Make an exact copy of the entries below.
+---+
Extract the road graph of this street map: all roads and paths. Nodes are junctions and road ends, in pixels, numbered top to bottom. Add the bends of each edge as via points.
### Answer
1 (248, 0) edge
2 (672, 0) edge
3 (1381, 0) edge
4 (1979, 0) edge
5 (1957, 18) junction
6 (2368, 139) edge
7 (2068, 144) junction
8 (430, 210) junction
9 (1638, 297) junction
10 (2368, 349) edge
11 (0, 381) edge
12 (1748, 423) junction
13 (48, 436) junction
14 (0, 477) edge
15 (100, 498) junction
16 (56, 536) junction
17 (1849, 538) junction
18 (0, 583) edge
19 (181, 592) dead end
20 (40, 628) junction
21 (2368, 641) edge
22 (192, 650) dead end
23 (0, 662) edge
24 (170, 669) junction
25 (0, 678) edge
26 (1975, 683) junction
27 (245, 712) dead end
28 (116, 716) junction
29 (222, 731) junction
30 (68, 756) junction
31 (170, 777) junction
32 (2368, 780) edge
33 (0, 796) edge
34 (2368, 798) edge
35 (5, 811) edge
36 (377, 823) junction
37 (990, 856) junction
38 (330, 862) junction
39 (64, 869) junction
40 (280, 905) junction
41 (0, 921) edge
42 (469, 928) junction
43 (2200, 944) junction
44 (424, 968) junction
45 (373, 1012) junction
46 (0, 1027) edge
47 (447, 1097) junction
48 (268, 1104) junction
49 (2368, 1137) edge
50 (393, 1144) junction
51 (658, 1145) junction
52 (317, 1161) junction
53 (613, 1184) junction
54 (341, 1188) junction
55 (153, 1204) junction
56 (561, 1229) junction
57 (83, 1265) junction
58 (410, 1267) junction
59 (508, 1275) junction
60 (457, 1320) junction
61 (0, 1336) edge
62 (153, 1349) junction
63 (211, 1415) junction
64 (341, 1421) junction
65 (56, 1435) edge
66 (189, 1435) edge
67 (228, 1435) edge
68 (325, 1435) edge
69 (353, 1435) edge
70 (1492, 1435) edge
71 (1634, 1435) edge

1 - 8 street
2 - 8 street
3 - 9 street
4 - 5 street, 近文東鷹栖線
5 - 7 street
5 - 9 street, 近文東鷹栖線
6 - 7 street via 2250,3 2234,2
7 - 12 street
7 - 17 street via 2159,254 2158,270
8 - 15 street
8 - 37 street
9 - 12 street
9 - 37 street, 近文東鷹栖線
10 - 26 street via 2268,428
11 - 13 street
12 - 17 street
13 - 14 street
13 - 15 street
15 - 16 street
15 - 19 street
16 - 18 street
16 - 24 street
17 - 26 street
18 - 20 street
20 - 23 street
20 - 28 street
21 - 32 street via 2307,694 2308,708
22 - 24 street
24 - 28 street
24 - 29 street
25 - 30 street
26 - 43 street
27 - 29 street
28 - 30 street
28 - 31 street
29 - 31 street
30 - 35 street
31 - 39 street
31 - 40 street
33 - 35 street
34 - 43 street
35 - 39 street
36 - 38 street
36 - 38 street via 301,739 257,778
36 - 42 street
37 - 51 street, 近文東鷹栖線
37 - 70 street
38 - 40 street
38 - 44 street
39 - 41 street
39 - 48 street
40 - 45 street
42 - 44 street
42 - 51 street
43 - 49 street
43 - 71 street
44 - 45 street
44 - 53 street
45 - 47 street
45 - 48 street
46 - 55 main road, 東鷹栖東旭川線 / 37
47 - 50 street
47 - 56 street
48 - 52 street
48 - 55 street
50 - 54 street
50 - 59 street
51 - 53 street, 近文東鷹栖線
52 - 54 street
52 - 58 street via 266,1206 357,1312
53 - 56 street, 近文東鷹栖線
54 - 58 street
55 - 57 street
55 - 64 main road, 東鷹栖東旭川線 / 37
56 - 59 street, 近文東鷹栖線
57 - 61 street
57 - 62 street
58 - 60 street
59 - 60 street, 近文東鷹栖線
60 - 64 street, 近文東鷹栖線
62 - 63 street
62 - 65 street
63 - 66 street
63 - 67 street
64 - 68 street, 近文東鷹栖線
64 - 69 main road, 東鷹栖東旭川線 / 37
+---+
### [Result]
Extract the road graph of this street map: all roads and paths. Nodes are junctions and road ends, in pixels, numbered top to bottom. Add the bends of each edge as via points.
### Answer
1 (248, 0) edge
2 (672, 0) edge
3 (1381, 0) edge
4 (1979, 0) edge
5 (1957, 18) junction
6 (2368, 139) edge
7 (2068, 144) junction
8 (430, 210) junction
9 (1638, 297) junction
10 (2368, 349) edge
11 (0, 381) edge
12 (1748, 423) junction
13 (48, 436) junction
14 (0, 477) edge
15 (100, 498) junction
16 (56, 536) junction
17 (1849, 538) junction
18 (0, 583) edge
19 (181, 592) dead end
20 (40, 628) junction
21 (2368, 641) edge
22 (192, 650) dead end
23 (0, 662) edge
24 (170, 669) junction
25 (0, 678) edge
26 (1975, 683) junction
27 (245, 712) dead end
28 (116, 716) junction
29 (222, 731) junction
30 (68, 756) junction
31 (170, 777) junction
32 (2368, 780) edge
33 (0, 796) edge
34 (2368, 798) edge
35 (5, 811) edge
36 (377, 823) junction
37 (990, 856) junction
38 (330, 862) junction
39 (64, 869) junction
40 (280, 905) junction
41 (0, 921) edge
42 (469, 928) junction
43 (2200, 944) junction
44 (424, 968) junction
45 (373, 1012) junction
46 (0, 1027) edge
47 (447, 1097) junction
48 (268, 1104) junction
49 (2368, 1137) edge
50 (393, 1144) junction
51 (658, 1145) junction
52 (317, 1161) junction
53 (613, 1184) junction
54 (341, 1188) junction
55 (153, 1204) junction
56 (561, 1229) junction
57 (83, 1265) junction
58 (410, 1267) junction
59 (508, 1275) junction
60 (457, 1320) junction
61 (0, 1336) edge
62 (153, 1349) junction
63 (211, 1415) junction
64 (341, 1421) junction
65 (56, 1435) edge
66 (189, 1435) edge
67 (228, 1435) edge
68 (325, 1435) edge
69 (353, 1435) edge
70 (1492, 1435) edge
71 (1634, 1435) edge

1 - 8 street
2 - 8 street
3 - 9 street
4 - 5 street, 近文東鷹栖線
5 - 7 street
5 - 9 street, 近文東鷹栖線
6 - 7 street via 2250,3 2234,2
7 - 12 street
7 - 17 street via 2159,254 2158,270
8 - 15 street
8 - 37 street
9 - 12 street
9 - 37 street, 近文東鷹栖線
10 - 26 street via 2268,428
11 - 13 street
12 - 17 street
13 - 14 street
13 - 15 street
15 - 16 street
15 - 19 street
16 - 18 street
16 - 24 street
17 - 26 street
18 - 20 street
20 - 23 street
20 - 28 street
21 - 32 street via 2307,694 2308,708
22 - 24 street
24 - 28 street
24 - 29 street
25 - 30 street
26 - 43 street
27 - 29 street
28 - 30 street
28 - 31 street
29 - 31 street
30 - 35 street
31 - 39 street
31 - 40 street
33 - 35 street
34 - 43 street
35 - 39 street
36 - 38 street
36 - 38 street via 301,739 257,778
36 - 42 street
37 - 51 street, 近文東鷹栖線
37 - 70 street
38 - 40 street
38 - 44 street
39 - 41 street
39 - 48 street
40 - 45 street
42 - 44 street
42 - 51 street
43 - 49 street
43 - 71 street
44 - 45 street
44 - 53 street
45 - 47 street
45 - 48 street
46 - 55 main road, 東鷹栖東旭川線 / 37
47 - 50 street
47 - 56 street
48 - 52 street
48 - 55 street
50 - 54 street
50 - 59 street
51 - 53 street, 近文東鷹栖線
52 - 54 street
52 - 58 street via 266,1206 357,1312
53 - 56 street, 近文東鷹栖線
54 - 58 street
55 - 57 street
55 - 64 main road, 東鷹栖東旭川線 / 37
56 - 59 street, 近文東鷹栖線
57 - 61 street
57 - 62 street
58 - 60 street
59 - 60 street, 近文東鷹栖線
60 - 64 street, 近文東鷹栖線
62 - 63 street
62 - 65 street
63 - 66 street
63 - 67 street
64 - 68 street, 近文東鷹栖線
64 - 69 main road, 東鷹栖東旭川線 / 37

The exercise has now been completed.